**WORK TO COMPLETE**
Return the lines below that contain the word "Herodian".

**DATA SHOWN**
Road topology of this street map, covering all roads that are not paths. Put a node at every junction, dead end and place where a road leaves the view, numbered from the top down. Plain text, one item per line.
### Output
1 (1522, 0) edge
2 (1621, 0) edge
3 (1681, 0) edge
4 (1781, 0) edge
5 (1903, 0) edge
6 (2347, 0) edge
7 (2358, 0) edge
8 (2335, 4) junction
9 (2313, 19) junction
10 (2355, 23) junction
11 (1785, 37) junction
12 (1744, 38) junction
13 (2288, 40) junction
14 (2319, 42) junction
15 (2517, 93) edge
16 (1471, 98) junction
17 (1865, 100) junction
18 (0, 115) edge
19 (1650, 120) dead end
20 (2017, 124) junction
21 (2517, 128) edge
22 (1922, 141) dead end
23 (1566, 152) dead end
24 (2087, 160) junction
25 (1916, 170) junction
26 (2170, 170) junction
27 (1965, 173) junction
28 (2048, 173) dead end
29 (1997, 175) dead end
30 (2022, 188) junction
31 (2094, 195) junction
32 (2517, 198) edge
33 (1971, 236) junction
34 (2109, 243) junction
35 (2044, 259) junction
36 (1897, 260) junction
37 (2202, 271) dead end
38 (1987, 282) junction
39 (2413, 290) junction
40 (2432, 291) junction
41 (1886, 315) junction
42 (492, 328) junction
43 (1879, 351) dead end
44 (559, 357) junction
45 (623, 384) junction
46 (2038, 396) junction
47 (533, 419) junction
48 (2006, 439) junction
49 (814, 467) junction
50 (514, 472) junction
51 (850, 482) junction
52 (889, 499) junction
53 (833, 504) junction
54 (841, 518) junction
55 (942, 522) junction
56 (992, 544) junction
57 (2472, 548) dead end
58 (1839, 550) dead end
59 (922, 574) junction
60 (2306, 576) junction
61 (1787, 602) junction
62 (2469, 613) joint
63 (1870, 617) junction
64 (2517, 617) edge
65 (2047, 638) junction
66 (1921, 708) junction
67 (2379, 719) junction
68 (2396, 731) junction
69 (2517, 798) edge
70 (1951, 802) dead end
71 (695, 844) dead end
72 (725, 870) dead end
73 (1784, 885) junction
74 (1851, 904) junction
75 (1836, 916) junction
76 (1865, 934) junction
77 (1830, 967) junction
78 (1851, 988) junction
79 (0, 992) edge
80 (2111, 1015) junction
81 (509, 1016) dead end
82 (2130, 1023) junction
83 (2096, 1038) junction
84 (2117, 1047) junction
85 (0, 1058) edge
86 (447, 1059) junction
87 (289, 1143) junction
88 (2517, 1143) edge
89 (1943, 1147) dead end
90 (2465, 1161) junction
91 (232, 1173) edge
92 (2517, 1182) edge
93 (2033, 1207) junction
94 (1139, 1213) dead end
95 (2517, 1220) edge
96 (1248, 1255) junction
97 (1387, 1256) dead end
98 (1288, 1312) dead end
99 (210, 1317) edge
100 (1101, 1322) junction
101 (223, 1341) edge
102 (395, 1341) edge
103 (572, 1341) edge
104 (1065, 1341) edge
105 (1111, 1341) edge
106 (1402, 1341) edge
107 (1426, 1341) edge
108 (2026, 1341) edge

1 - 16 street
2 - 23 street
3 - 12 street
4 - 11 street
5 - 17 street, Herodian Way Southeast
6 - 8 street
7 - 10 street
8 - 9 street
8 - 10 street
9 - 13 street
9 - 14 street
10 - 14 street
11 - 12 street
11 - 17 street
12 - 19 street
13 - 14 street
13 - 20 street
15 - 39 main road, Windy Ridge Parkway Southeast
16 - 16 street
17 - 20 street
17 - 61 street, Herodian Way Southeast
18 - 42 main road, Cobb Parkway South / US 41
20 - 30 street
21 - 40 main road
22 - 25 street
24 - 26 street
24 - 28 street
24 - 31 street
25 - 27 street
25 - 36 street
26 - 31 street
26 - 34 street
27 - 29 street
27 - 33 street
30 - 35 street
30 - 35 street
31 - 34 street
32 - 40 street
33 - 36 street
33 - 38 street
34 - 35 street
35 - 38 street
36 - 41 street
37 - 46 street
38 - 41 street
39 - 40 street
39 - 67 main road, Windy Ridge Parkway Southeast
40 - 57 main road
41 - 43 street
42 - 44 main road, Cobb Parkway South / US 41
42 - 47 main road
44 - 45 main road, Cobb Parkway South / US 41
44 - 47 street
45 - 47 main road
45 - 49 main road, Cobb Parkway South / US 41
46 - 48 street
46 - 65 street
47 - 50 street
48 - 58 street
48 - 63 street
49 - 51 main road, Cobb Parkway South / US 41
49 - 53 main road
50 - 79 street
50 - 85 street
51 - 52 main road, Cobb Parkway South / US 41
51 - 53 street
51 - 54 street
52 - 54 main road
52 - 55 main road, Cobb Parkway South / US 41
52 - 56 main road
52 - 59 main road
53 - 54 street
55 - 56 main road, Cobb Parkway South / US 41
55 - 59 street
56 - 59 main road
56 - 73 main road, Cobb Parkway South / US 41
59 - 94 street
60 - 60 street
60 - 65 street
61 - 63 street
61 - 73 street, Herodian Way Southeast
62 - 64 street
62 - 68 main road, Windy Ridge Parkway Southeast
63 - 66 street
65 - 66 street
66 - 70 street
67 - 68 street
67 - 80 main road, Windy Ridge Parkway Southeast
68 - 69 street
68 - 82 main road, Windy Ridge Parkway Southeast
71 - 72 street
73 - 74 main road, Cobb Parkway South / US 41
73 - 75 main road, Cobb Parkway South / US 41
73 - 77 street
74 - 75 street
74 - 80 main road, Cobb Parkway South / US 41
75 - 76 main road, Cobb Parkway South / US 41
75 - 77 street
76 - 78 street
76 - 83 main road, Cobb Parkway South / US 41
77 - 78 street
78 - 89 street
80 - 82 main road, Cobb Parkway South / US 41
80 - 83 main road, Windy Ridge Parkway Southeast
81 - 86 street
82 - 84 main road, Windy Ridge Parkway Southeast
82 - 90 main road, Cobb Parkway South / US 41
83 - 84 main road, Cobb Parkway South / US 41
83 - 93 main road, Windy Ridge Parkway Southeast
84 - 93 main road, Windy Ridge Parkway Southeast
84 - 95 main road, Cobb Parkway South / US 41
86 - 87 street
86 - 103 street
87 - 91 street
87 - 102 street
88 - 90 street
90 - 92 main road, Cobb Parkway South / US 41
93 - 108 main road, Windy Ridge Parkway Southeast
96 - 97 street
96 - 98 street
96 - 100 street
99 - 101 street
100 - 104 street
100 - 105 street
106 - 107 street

**YOUR SOLUTION**
5 - 17 street, Herodian Way Southeast
17 - 61 street, Herodian Way Southeast
61 - 73 street, Herodian Way Southeast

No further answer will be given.